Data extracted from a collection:
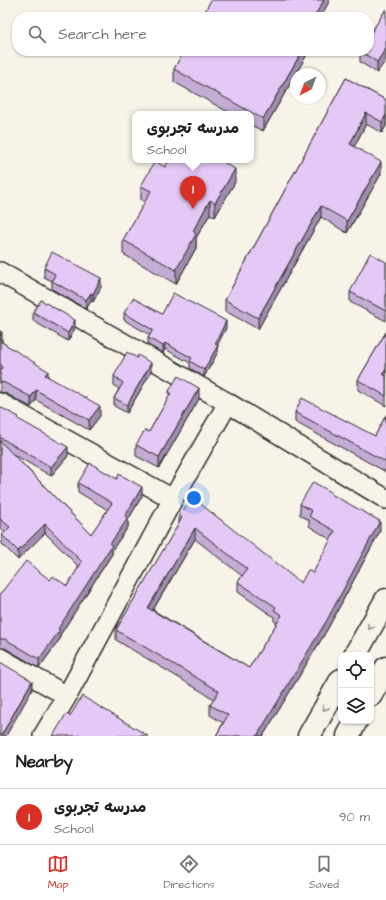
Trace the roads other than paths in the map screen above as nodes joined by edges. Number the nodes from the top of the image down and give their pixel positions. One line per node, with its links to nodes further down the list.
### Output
1 (0, 272): 3 (street)
2 (0, 402): 4 (street)
3 (228, 402): 4 (street); 5 (street)
4 (173, 499): 12 (street)
5 (386, 499)
6 (386, 600): 7 (main road, one-way to 7)
7 (357, 652)
8 (0, 658): 12 (street)
9 (386, 668): 11 (main road)
10 (338, 685): 15 (main road, one-way to 15)
11 (374, 689)
12 (67, 696): 14 (street)
13 (354, 724): 16 (main road)
14 (42, 736)
15 (310, 736)
16 (348, 736)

# Assigned task
Each entry should come back exactly as written, with its pictures omitted.

# Answer for the task
Trace the roads other than paths in the map screen above as nodes joined by edges. Number the nodes from the top of the image down and give their pixel positions. One line per node, with its links to nodes further down the list.
### Output
1 (0, 272): 3 (street)
2 (0, 402): 4 (street)
3 (228, 402): 4 (street); 5 (street)
4 (173, 499): 12 (street)
5 (386, 499)
6 (386, 600): 7 (main road, one-way to 7)
7 (357, 652)
8 (0, 658): 12 (street)
9 (386, 668): 11 (main road)
10 (338, 685): 15 (main road, one-way to 15)
11 (374, 689)
12 (67, 696): 14 (street)
13 (354, 724): 16 (main road)
14 (42, 736)
15 (310, 736)
16 (348, 736)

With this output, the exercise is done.